Trump made an address worthy of the presidency and I believe the result will be a small bump in the polls in the next week. My biggest concern is that he did not use this speech to expand his appeal, choosing instead to deepen it among the support he already has. His themes were entirely consistent with his campaign over the past year, but it was presented in the most thorough, disciplined and specific way yet. Trump smartly tapped in to the economic and security anxiety that many Americans feel, presenting himself as the only acceptable solution.

If Trump would present himself this seriously in campaign rallies, interviews and in the televised debates for the rest of the campaign, he would likely have a reasonable chance to win against a weak Democrat in a change year. He has now set a new standard. The question is: Can he keep it up?

Mackowiak is a syndicated columnist; an Austin, Texas-based Republican consultant; and a former Capitol Hill and George W. Bush administration aide.

Rick Manning

Trump's personal, national and job security message hits to the heart of Americans who have seen their jobs threatened or lost, watched violence against the police seemingly accepted by our nation's leaders, and had their constitutional freedoms and beliefs come under nonstop attack over the past eight years, all the while terrorist attacks and beheadings seemingly are becoming the new normal.

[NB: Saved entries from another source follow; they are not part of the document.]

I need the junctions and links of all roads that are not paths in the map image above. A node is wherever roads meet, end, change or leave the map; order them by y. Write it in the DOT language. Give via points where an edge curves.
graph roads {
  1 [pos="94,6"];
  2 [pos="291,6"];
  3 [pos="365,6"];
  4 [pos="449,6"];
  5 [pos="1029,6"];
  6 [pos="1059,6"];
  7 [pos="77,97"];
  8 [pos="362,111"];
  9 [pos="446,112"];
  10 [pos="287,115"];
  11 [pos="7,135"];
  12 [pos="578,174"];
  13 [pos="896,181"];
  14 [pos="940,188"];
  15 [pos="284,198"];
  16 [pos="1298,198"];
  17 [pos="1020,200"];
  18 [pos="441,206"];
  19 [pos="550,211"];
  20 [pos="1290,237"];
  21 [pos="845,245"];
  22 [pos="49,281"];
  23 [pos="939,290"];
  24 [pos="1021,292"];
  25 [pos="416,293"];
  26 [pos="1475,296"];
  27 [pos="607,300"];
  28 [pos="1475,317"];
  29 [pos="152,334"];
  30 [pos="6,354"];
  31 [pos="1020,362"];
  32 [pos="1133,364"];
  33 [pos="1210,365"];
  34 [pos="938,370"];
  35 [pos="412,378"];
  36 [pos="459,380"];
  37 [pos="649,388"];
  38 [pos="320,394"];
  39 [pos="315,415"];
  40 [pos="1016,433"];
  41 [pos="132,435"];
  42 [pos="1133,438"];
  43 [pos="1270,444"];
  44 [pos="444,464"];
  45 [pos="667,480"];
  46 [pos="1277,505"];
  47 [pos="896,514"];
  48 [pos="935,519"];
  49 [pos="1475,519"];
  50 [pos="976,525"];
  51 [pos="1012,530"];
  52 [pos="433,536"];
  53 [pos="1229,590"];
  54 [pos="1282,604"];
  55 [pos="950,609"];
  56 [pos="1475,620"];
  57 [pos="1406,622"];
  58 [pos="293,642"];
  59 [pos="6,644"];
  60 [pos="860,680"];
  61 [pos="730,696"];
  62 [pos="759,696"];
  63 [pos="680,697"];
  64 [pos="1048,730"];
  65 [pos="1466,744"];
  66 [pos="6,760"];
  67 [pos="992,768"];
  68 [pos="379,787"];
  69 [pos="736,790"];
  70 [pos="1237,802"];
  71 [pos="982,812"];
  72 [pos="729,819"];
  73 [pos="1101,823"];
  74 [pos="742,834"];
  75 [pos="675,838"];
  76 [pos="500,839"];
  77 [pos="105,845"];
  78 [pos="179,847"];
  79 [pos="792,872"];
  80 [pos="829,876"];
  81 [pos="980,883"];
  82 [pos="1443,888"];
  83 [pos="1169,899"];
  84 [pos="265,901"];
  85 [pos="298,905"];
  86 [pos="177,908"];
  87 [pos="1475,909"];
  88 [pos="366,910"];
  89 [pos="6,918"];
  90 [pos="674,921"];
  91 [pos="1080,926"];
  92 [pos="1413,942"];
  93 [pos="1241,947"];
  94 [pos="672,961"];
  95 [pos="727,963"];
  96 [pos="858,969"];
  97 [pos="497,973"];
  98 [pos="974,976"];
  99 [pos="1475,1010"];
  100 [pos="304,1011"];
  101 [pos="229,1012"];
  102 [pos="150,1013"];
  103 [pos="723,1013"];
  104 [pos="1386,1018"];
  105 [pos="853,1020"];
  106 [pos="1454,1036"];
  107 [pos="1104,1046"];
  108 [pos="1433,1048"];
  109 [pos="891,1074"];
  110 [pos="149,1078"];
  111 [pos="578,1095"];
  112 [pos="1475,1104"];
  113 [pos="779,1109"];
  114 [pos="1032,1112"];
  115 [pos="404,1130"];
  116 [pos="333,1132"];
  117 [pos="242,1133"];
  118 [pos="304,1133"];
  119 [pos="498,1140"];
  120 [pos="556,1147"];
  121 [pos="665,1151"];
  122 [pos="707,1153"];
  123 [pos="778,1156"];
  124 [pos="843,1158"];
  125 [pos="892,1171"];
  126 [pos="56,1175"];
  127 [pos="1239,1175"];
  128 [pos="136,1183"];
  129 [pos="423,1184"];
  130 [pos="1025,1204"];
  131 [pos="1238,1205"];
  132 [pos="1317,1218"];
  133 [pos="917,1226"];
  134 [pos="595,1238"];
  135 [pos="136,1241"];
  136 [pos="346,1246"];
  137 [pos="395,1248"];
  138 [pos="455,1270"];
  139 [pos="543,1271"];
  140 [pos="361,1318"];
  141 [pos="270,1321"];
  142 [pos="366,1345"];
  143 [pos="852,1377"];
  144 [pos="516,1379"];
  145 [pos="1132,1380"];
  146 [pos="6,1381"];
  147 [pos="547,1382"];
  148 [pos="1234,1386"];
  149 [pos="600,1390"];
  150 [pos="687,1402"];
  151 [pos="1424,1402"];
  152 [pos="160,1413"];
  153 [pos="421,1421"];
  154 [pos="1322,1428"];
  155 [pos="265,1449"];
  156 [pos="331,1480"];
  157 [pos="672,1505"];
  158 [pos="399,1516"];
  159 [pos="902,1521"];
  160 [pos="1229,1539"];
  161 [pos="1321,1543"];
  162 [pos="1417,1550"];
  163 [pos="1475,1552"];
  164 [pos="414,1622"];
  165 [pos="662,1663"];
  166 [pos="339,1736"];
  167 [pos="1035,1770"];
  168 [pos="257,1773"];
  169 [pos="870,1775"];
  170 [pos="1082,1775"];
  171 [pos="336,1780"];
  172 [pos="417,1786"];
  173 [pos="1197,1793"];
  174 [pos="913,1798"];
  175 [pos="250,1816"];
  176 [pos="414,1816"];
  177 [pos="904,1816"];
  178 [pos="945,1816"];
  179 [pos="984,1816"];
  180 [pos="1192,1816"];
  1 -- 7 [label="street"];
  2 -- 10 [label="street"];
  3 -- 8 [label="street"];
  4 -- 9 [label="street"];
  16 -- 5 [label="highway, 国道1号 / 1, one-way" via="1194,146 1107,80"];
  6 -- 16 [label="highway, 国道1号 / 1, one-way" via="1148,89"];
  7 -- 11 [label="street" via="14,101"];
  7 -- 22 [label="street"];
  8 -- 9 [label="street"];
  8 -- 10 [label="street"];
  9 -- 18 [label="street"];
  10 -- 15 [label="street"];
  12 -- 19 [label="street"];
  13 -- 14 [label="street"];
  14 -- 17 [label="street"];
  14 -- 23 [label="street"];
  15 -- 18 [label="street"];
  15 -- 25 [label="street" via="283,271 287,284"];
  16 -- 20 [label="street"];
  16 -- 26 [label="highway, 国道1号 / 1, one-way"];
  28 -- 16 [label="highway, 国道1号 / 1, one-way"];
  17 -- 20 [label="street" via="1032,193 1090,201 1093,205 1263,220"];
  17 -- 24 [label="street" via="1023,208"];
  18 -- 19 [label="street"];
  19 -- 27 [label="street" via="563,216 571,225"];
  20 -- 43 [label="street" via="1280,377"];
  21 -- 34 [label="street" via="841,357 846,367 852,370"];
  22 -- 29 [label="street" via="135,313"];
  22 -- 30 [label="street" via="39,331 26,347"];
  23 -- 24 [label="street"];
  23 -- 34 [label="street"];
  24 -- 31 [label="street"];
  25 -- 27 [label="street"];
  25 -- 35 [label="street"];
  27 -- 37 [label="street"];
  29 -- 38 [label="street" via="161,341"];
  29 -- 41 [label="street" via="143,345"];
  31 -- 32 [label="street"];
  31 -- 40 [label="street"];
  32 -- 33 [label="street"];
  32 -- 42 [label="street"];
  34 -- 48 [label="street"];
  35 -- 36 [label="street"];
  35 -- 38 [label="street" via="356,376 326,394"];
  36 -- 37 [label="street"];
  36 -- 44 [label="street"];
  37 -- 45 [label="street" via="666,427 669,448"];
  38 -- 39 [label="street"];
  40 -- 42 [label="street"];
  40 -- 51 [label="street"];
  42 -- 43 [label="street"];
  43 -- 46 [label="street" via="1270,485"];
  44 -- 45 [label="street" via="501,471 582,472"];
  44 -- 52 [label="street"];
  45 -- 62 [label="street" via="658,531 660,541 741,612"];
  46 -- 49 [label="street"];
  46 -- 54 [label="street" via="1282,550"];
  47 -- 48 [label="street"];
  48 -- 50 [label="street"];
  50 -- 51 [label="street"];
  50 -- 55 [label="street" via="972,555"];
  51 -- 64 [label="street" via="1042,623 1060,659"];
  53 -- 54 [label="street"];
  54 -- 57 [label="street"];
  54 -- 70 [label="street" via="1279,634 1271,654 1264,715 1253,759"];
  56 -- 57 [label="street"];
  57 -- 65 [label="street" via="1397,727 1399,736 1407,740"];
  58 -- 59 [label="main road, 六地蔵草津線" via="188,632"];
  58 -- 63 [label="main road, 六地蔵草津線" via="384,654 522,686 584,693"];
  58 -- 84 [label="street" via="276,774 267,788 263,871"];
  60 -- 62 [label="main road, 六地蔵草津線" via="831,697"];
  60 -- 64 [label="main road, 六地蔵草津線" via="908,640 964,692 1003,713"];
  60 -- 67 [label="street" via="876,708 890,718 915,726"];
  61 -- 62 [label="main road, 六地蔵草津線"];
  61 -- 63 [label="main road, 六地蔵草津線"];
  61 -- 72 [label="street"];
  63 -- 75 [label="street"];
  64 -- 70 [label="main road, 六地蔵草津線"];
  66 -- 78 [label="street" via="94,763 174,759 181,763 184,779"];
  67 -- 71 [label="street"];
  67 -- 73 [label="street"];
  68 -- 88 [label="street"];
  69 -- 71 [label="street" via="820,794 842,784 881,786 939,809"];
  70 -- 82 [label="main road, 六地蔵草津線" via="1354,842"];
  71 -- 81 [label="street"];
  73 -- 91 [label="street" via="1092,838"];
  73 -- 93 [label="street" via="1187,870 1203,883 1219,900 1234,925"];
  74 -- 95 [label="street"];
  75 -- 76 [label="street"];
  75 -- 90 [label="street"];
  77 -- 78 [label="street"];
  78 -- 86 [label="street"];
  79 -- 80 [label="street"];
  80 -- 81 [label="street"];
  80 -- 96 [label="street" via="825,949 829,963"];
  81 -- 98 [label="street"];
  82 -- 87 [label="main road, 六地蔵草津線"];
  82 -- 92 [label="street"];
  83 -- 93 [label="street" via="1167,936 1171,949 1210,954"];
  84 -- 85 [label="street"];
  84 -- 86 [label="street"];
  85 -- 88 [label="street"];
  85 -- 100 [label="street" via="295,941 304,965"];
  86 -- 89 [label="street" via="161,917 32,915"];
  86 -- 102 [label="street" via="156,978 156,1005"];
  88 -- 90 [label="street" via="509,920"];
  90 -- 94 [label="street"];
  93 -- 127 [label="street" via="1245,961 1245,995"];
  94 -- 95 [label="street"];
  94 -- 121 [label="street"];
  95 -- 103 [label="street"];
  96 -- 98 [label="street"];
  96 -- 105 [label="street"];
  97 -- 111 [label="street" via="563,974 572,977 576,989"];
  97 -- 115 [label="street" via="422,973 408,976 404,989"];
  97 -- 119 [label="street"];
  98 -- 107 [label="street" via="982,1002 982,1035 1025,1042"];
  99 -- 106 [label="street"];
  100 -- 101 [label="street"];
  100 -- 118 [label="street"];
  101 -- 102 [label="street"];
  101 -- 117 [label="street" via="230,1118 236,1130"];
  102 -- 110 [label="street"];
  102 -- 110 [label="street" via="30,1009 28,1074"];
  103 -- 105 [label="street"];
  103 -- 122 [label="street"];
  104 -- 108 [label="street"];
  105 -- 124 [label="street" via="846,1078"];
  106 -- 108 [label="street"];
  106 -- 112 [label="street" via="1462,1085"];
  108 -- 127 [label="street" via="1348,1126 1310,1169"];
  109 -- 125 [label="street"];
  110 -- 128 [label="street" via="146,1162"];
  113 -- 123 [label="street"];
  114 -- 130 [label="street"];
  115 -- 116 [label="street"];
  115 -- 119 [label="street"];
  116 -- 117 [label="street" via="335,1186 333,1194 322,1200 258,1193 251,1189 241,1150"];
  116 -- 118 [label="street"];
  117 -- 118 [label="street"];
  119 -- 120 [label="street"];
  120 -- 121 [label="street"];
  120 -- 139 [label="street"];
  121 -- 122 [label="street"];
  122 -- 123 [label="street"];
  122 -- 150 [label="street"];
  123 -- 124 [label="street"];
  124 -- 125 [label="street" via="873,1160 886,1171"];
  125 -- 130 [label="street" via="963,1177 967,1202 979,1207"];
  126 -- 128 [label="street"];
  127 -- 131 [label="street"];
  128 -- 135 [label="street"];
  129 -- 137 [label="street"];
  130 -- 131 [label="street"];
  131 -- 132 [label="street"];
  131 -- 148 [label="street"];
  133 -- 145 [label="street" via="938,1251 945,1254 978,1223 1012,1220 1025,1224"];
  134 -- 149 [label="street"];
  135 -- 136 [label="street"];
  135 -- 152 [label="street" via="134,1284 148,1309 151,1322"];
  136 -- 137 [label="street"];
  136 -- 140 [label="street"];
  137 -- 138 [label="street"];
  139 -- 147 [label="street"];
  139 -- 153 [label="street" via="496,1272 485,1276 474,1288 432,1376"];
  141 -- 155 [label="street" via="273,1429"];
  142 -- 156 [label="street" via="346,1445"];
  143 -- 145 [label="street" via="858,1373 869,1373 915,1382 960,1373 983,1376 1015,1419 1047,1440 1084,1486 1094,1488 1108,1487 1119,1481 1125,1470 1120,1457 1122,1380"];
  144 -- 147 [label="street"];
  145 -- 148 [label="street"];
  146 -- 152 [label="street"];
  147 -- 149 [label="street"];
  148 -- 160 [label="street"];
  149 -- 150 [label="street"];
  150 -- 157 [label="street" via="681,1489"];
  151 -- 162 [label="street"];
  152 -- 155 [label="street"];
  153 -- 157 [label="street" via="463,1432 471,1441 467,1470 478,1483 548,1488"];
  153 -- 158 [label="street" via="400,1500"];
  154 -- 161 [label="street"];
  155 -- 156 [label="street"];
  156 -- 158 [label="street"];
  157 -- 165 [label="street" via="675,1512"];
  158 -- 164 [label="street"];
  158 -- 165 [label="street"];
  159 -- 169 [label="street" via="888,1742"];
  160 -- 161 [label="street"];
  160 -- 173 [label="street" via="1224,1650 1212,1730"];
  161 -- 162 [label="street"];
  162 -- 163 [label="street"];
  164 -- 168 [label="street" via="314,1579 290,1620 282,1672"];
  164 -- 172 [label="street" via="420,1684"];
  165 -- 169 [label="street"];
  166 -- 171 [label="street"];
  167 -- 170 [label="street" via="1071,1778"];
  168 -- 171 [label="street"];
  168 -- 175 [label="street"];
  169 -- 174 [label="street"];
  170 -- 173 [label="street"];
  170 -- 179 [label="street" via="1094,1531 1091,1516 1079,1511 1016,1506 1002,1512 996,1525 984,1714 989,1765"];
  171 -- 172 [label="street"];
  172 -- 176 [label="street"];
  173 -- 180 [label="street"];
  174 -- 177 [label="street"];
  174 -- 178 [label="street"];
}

Trump speaks directly to these voters, many of them blue collar, who have found that the Democratic Party that they once felt spoke for them has completely abandoned them. Tonight, Trump looked them in the eye and promised to be their voice, one that will tell the truth rather than subtle lies couched as political correctness. Trump promised to be a voice that will stand for them and against the corporate cronies who have fixed the system against them.

Rather than run a failed wash, rinse, repeat campaign, Trump's appeal to put America first in trade deals, restore law and order, enforce our borders, and protect our national security demonstrates that he is going to fight for traditional blue-collar, Democratic and independent voters in the Great Lakes states and beyond against an opponent saddled with a globalist record that is despised by these voters. The political brilliance of changing the electoral map from one where the GOP candidate had no margin for error to one where there are more battleground states in play automatically puts Clinton on the defensive in traditional Democratic strongholds like Pittsburgh, where it is Trump's rhetoric that is much more familiar and popular than Clinton's.

The fight for America has been joined, and the battleground will be blue-collar voters, a massive voting bloc that Clinton wishes would just go away.

Manning is a longtime conservative political professional who remains active in his local Republican Party.


The views expressed by contributors are their own and not the views of The Hill.